Draco stays where he is, no moment to spare to get back on the carriage. He runs through the different scenarios in his head, what else he could do, and decides to try and cut them off in the middle of the road when a strong hand closes around his wrist and holds him still. Draco nearly shrieks, the move so sudden and from out of nowhere, but the MLE officer covers his mouth.

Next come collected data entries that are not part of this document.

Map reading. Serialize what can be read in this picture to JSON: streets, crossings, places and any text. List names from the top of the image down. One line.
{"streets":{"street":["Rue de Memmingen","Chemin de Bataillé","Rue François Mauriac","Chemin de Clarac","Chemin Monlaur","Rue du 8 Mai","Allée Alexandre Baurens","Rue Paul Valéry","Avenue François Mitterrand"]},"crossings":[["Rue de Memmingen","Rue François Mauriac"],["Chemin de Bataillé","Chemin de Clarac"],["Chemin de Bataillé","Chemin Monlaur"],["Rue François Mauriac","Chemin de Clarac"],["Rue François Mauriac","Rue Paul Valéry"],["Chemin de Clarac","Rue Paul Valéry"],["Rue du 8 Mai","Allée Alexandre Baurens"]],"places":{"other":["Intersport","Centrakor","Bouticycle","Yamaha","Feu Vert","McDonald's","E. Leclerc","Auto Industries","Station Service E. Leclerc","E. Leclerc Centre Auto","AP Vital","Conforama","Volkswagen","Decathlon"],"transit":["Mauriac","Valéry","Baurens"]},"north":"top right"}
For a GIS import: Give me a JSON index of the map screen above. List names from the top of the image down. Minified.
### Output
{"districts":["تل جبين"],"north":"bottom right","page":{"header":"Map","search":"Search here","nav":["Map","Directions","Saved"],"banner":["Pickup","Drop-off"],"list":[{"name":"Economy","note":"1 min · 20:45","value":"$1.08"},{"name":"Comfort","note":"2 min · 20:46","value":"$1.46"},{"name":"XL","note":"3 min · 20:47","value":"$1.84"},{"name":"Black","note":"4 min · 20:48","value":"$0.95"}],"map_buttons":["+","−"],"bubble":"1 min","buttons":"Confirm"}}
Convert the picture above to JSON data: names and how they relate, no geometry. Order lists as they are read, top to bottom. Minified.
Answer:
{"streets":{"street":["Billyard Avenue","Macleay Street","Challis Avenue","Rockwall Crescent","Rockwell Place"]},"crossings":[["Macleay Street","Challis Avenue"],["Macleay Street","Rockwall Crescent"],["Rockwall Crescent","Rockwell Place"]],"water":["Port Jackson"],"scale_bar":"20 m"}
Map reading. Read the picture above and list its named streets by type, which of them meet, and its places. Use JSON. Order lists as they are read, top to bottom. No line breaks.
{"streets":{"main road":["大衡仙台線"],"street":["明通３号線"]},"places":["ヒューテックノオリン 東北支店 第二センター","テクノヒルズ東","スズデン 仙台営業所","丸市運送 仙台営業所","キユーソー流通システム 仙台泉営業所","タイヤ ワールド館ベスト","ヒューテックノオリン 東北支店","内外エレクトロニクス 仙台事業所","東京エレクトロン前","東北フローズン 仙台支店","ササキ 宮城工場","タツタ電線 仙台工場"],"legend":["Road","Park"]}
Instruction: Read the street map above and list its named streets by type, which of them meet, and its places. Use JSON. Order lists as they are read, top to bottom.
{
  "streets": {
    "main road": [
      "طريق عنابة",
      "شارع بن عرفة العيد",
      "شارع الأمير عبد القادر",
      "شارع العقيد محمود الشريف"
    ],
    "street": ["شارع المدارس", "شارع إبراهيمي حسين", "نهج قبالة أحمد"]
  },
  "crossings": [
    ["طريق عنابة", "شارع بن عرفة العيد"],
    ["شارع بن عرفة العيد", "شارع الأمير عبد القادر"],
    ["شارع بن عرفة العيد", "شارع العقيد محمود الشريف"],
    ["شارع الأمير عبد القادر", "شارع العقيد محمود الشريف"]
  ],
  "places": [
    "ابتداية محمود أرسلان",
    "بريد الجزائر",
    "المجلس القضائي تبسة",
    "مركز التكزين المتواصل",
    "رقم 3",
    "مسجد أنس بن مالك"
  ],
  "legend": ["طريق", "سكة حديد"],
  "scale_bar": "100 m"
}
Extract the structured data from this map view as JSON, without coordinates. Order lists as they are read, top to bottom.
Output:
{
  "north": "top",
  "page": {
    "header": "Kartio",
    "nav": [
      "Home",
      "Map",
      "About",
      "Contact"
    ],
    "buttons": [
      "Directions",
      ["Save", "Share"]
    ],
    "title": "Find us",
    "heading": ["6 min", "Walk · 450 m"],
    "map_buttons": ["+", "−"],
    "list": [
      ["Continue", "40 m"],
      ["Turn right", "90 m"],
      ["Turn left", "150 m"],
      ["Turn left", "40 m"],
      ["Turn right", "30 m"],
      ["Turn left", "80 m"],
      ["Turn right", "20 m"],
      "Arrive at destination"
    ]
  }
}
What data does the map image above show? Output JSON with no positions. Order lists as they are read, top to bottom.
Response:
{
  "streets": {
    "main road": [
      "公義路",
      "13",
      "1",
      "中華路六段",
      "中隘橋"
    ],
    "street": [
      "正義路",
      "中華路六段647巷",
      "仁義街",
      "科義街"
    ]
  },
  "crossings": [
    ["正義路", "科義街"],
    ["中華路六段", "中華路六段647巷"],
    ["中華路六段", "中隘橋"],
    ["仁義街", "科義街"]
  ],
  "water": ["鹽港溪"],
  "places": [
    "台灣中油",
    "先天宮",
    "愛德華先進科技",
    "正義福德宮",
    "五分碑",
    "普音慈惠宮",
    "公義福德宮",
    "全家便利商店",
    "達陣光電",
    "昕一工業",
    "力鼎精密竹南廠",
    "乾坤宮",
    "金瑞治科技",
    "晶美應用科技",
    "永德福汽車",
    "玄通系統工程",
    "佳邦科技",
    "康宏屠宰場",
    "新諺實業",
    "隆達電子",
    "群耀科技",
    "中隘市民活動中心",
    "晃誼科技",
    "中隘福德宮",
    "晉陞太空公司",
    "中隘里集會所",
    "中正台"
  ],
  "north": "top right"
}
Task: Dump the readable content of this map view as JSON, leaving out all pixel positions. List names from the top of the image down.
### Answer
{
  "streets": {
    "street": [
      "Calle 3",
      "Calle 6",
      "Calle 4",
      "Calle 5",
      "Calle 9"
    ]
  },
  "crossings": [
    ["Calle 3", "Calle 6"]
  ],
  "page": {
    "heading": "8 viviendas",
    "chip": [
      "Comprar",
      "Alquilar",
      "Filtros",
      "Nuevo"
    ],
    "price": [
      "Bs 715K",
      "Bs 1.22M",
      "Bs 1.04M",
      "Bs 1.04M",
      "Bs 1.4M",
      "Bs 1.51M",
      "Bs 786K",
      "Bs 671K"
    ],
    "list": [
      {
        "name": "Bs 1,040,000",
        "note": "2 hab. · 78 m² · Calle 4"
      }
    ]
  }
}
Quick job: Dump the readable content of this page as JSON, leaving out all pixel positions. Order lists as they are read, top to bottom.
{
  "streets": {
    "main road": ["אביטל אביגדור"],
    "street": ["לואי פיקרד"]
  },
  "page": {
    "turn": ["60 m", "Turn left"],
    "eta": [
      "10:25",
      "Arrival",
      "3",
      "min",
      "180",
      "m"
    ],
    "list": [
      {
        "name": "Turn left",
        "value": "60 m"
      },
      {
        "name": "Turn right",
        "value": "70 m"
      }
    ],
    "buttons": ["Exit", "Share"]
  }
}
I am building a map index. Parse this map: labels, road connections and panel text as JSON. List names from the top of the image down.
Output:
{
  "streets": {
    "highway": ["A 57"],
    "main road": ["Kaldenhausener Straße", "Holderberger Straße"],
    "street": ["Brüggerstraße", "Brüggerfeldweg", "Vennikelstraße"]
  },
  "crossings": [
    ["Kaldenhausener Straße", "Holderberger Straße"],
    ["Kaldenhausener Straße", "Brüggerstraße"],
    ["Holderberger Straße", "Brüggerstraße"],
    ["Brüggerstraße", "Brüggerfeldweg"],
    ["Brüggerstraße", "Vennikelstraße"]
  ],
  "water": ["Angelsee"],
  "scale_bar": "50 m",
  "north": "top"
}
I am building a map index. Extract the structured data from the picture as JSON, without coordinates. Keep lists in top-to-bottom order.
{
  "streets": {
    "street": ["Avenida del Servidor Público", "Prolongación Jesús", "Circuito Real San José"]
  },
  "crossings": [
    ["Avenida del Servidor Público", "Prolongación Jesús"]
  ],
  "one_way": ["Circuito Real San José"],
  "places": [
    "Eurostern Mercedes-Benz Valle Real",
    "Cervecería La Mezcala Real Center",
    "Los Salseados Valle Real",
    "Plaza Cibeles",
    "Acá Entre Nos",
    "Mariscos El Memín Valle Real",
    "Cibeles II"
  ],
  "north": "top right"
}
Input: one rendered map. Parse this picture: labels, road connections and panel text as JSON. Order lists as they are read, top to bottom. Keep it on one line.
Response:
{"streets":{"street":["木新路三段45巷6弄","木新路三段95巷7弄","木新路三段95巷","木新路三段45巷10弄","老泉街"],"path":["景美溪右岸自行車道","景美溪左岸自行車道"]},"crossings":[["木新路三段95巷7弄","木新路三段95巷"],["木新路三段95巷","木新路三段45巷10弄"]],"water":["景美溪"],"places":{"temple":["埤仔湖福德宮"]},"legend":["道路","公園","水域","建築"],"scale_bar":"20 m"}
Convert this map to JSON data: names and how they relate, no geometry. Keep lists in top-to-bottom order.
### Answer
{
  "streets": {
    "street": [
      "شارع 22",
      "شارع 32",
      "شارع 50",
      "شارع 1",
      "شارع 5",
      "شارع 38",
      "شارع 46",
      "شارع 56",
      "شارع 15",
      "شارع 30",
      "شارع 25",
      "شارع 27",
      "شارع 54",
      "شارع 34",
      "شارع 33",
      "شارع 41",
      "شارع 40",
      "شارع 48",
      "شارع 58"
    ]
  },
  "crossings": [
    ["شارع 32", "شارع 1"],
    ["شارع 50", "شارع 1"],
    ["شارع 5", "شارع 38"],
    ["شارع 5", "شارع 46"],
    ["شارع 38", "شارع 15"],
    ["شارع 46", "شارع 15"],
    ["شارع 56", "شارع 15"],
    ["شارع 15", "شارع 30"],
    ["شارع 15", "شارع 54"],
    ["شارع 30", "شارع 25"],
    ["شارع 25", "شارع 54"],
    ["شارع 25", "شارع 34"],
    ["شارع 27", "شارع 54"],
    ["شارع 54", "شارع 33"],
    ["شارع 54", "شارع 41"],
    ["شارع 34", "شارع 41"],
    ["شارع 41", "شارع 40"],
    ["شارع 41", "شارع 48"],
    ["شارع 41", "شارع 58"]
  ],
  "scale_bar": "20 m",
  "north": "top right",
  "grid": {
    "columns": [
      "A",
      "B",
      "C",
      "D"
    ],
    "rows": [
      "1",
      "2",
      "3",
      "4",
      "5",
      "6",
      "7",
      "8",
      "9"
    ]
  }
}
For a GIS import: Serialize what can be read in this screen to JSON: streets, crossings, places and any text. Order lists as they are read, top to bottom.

"Believe me," he says in Theodore's voice, "you wouldn't have liked staying on that carriage."

* * *

The Hand of Glory was a trap.

This is what Theodore claims, having earlier conned his way into the Gringotts team tasked with carrying out the transfer.

"They never sold it to the Italians," he says over glasses of Ogden's at The Lucky Snitch. His eyes are a piercing amber in the dim light, gaze sharper than his cheekbones as he nurses his drink, voice barely registering against the din of the pub. "That box they were carrying out was empty."

"Why."

"Why else? They've suspected you for a while now. They needed proof."

Draco's grip tightens around his own glass. "I meant," he bites out, "why would you _tell me this_."

"Why wouldn't I?" Theodore asks with a frown. "Aren't we on the same side?"

"Same _side_? You've sabotaged half my jobs!"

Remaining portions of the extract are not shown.